> _Instructions to follow_
The answer should be the records below, word for word, with every image left out.

Data extracted from a collection
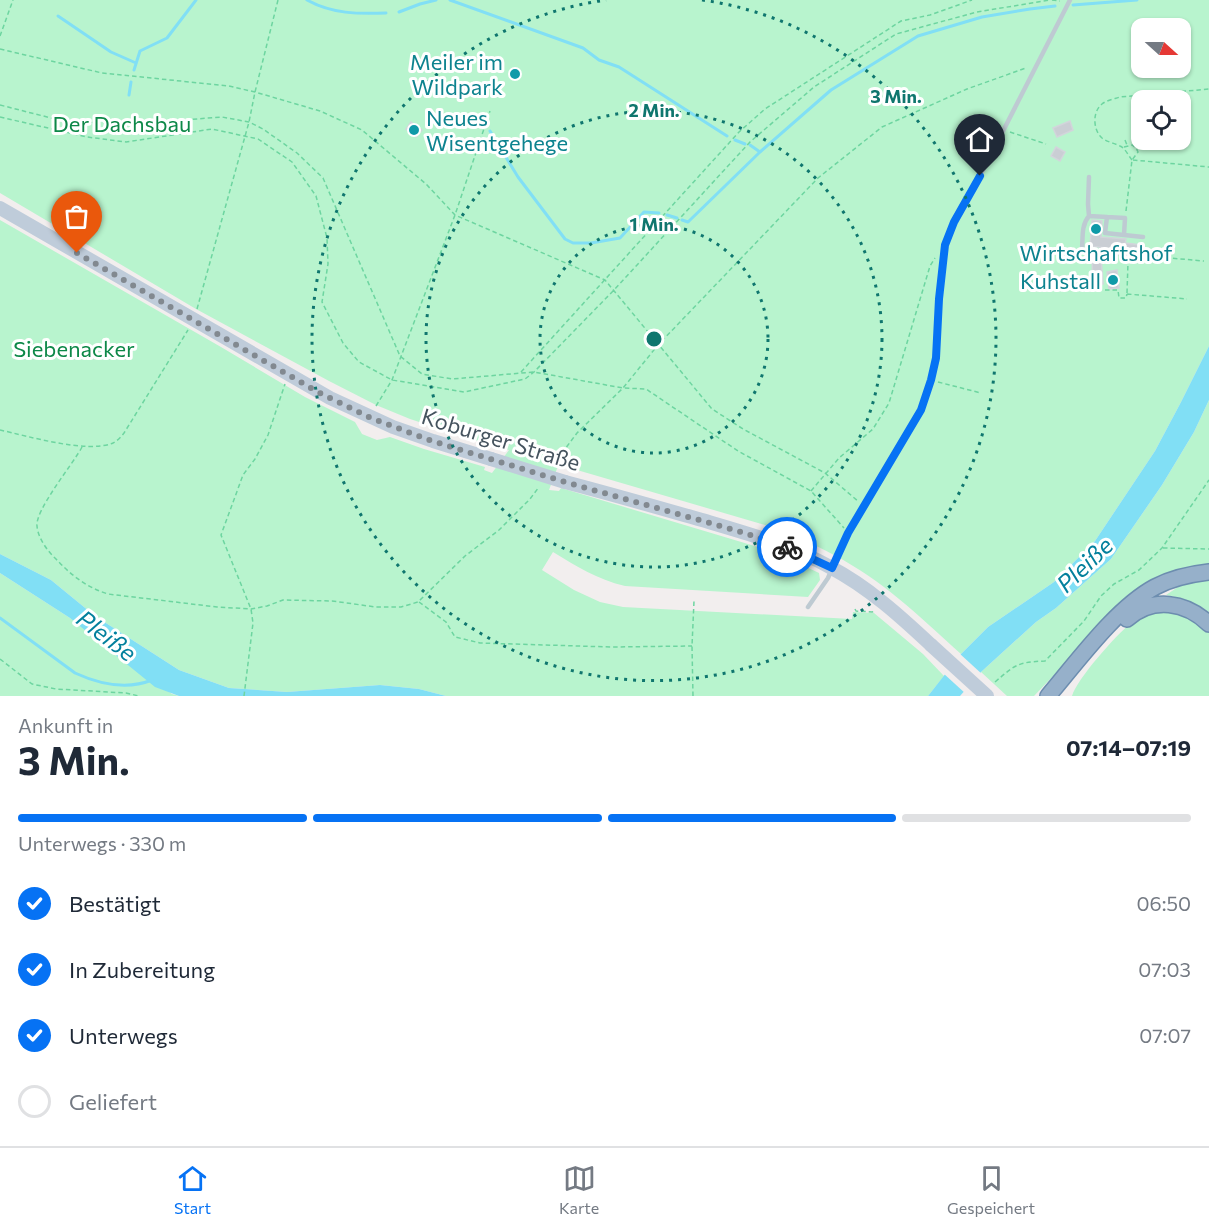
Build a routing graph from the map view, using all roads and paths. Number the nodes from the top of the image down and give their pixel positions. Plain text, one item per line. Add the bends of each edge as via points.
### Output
1 (13, 0) edge
2 (278, 0) edge
3 (972, 0) edge
4 (1051, 0) edge
5 (1070, 0) edge
6 (1060, 2) dead end
7 (0, 36) edge
8 (0, 49) edge
9 (1038, 64) junction
10 (1209, 89) edge
11 (255, 92) junction
12 (0, 105) edge
13 (490, 111) dead end
14 (0, 117) edge
15 (249, 122) junction
16 (1003, 130) junction
17 (244, 135) junction
18 (1125, 140) dead end
19 (1046, 144) dead end
20 (1131, 145) edge
21 (1127, 146) junction
22 (1123, 148) junction
23 (1137, 150) edge
24 (1132, 160) junction
25 (1209, 167) edge
26 (1089, 177) dead end
27 (0, 208) edge
28 (455, 215) junction
29 (1089, 216) junction
30 (1107, 217) junction
31 (1125, 218) junction
32 (1124, 235) junction
33 (1143, 237) dead end
34 (945, 245) junction
35 (1129, 255) junction
36 (1149, 256) joint
37 (1204, 261) dead end
38 (604, 280) junction
39 (614, 290) junction
40 (1105, 290) dead end
41 (1127, 294) junction
42 (1187, 299) dead end
43 (196, 309) dead end
44 (188, 329) dead end
45 (658, 345) junction
46 (400, 356) junction
47 (521, 372) junction
48 (534, 372) junction
49 (290, 376) junction
50 (392, 380) junction
51 (931, 380) junction
52 (623, 388) junction
53 (981, 393) dead end
54 (371, 418) junction
55 (0, 430) edge
56 (82, 447) junction
57 (553, 465) dead end
58 (825, 473) junction
59 (1209, 480) edge
60 (542, 482) dead end
61 (811, 491) junction
62 (865, 506) junction
63 (848, 533) junction
64 (1162, 548) junction
65 (1209, 549) edge
66 (832, 568) junction
67 (1209, 572) edge
68 (694, 601) dead end
69 (418, 602) junction
70 (887, 605) junction
71 (808, 607) dead end
72 (251, 609) junction
73 (855, 609) dead end
74 (1209, 624) edge
75 (692, 646) junction
76 (0, 659) edge
77 (995, 682) dead end
78 (139, 696) edge
79 (244, 696) edge
80 (693, 696) edge
81 (987, 696) edge
82 (1058, 696) edge

1 - 7 path
2 - 11 path
3 - 38 path via 901,21 765,109 739,132
4 - 6 path
4 - 39 path via 977,12 896,34 814,87 750,142
5 - 9 lane
8 - 11 path via 102,73
9 - 16 lane
9 - 45 path via 967,88 882,127 818,178
10 - 22 path via 1120,98 1101,104 1096,112 1096,130 1101,137
11 - 15 path
11 - 28 path via 320,111 363,130 426,184
12 - 15 path via 55,119 119,125 222,117
13 - 28 path
14 - 17 path via 126,142 212,129
15 - 17 path
15 - 46 path via 297,153 323,178
16 - 19 path
16 - 34 lane
17 - 43 path
17 - 50 path via 258,139 292,162 316,196 327,238 328,264 322,302 343,343 359,362
18 - 21 path
20 - 21 path
21 - 22 path
22 - 24 path
23 - 24 path
24 - 25 path
24 - 31 path
26 - 29 lane
27 - 49 main road, Koburger Straße
28 - 38 path
28 - 46 path
29 - 30 lane
29 - 35 lane via 1083,228 1082,250
30 - 31 lane
30 - 32 lane via 1105,233
31 - 32 lane
32 - 33 lane
34 - 51 lane
34 - 58 path via 930,266 889,403 873,429
35 - 36 lane
35 - 41 path
36 - 37 path
38 - 39 path
38 - 47 path
39 - 45 path
39 - 48 path
40 - 41 path via 1118,290 1119,298 1126,298
41 - 42 path
44 - 56 path via 124,433 115,442
45 - 52 path
45 - 58 path via 712,409
46 - 47 path via 422,374 452,379
46 - 50 path
47 - 48 path
48 - 50 path via 525,379 464,392
48 - 52 path
49 - 54 main road, Koburger Straße
49 - 72 path via 268,435 243,475 221,535
50 - 54 path
51 - 53 path
51 - 62 lane via 921,410
52 - 57 path via 577,434
52 - 61 path via 646,389 738,451
54 - 66 main road, Koburger Straße, bridge via 565,482 738,531
55 - 56 path
56 - 72 path via 36,525 49,553 80,581 108,594
58 - 61 path
58 - 62 path
59 - 64 path
60 - 69 path via 499,530 465,556
61 - 63 path
62 - 63 lane
63 - 66 lane
64 - 65 path
64 - 77 path via 1139,570 1101,596 1084,621 1045,661 1013,666
66 - 70 main road, Koburger Straße
66 - 71 lane
67 - 82 highway via 1168,581 1142,596 1108,626
68 - 75 path
69 - 72 path via 376,607 283,600
69 - 75 path via 446,622 455,637 480,643
70 - 73 path via 872,612
70 - 81 main road, Koburger Straße, bridge
72 - 79 path via 253,623
74 - 82 highway via 1189,609 1148,606 1122,623
75 - 80 path
76 - 78 path via 32,684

> _Your response_
Build a routing graph from the map view, using all roads and paths. Number the nodes from the top of the image down and give their pixel positions. Plain text, one item per line. Add the bends of each edge as via points.
### Output
1 (13, 0) edge
2 (278, 0) edge
3 (972, 0) edge
4 (1051, 0) edge
5 (1070, 0) edge
6 (1060, 2) dead end
7 (0, 36) edge
8 (0, 49) edge
9 (1038, 64) junction
10 (1209, 89) edge
11 (255, 92) junction
12 (0, 105) edge
13 (490, 111) dead end
14 (0, 117) edge
15 (249, 122) junction
16 (1003, 130) junction
17 (244, 135) junction
18 (1125, 140) dead end
19 (1046, 144) dead end
20 (1131, 145) edge
21 (1127, 146) junction
22 (1123, 148) junction
23 (1137, 150) edge
24 (1132, 160) junction
25 (1209, 167) edge
26 (1089, 177) dead end
27 (0, 208) edge
28 (455, 215) junction
29 (1089, 216) junction
30 (1107, 217) junction
31 (1125, 218) junction
32 (1124, 235) junction
33 (1143, 237) dead end
34 (945, 245) junction
35 (1129, 255) junction
36 (1149, 256) joint
37 (1204, 261) dead end
38 (604, 280) junction
39 (614, 290) junction
40 (1105, 290) dead end
41 (1127, 294) junction
42 (1187, 299) dead end
43 (196, 309) dead end
44 (188, 329) dead end
45 (658, 345) junction
46 (400, 356) junction
47 (521, 372) junction
48 (534, 372) junction
49 (290, 376) junction
50 (392, 380) junction
51 (931, 380) junction
52 (623, 388) junction
53 (981, 393) dead end
54 (371, 418) junction
55 (0, 430) edge
56 (82, 447) junction
57 (553, 465) dead end
58 (825, 473) junction
59 (1209, 480) edge
60 (542, 482) dead end
61 (811, 491) junction
62 (865, 506) junction
63 (848, 533) junction
64 (1162, 548) junction
65 (1209, 549) edge
66 (832, 568) junction
67 (1209, 572) edge
68 (694, 601) dead end
69 (418, 602) junction
70 (887, 605) junction
71 (808, 607) dead end
72 (251, 609) junction
73 (855, 609) dead end
74 (1209, 624) edge
75 (692, 646) junction
76 (0, 659) edge
77 (995, 682) dead end
78 (139, 696) edge
79 (244, 696) edge
80 (693, 696) edge
81 (987, 696) edge
82 (1058, 696) edge

1 - 7 path
2 - 11 path
3 - 38 path via 901,21 765,109 739,132
4 - 6 path
4 - 39 path via 977,12 896,34 814,87 750,142
5 - 9 lane
8 - 11 path via 102,73
9 - 16 lane
9 - 45 path via 967,88 882,127 818,178
10 - 22 path via 1120,98 1101,104 1096,112 1096,130 1101,137
11 - 15 path
11 - 28 path via 320,111 363,130 426,184
12 - 15 path via 55,119 119,125 222,117
13 - 28 path
14 - 17 path via 126,142 212,129
15 - 17 path
15 - 46 path via 297,153 323,178
16 - 19 path
16 - 34 lane
17 - 43 path
17 - 50 path via 258,139 292,162 316,196 327,238 328,264 322,302 343,343 359,362
18 - 21 path
20 - 21 path
21 - 22 path
22 - 24 path
23 - 24 path
24 - 25 path
24 - 31 path
26 - 29 lane
27 - 49 main road, Koburger Straße
28 - 38 path
28 - 46 path
29 - 30 lane
29 - 35 lane via 1083,228 1082,250
30 - 31 lane
30 - 32 lane via 1105,233
31 - 32 lane
32 - 33 lane
34 - 51 lane
34 - 58 path via 930,266 889,403 873,429
35 - 36 lane
35 - 41 path
36 - 37 path
38 - 39 path
38 - 47 path
39 - 45 path
39 - 48 path
40 - 41 path via 1118,290 1119,298 1126,298
41 - 42 path
44 - 56 path via 124,433 115,442
45 - 52 path
45 - 58 path via 712,409
46 - 47 path via 422,374 452,379
46 - 50 path
47 - 48 path
48 - 50 path via 525,379 464,392
48 - 52 path
49 - 54 main road, Koburger Straße
49 - 72 path via 268,435 243,475 221,535
50 - 54 path
51 - 53 path
51 - 62 lane via 921,410
52 - 57 path via 577,434
52 - 61 path via 646,389 738,451
54 - 66 main road, Koburger Straße, bridge via 565,482 738,531
55 - 56 path
56 - 72 path via 36,525 49,553 80,581 108,594
58 - 61 path
58 - 62 path
59 - 64 path
60 - 69 path via 499,530 465,556
61 - 63 path
62 - 63 lane
63 - 66 lane
64 - 65 path
64 - 77 path via 1139,570 1101,596 1084,621 1045,661 1013,666
66 - 70 main road, Koburger Straße
66 - 71 lane
67 - 82 highway via 1168,581 1142,596 1108,626
68 - 75 path
69 - 72 path via 376,607 283,600
69 - 75 path via 446,622 455,637 480,643
70 - 73 path via 872,612
70 - 81 main road, Koburger Straße, bridge
72 - 79 path via 253,623
74 - 82 highway via 1189,609 1148,606 1122,623
75 - 80 path
76 - 78 path via 32,684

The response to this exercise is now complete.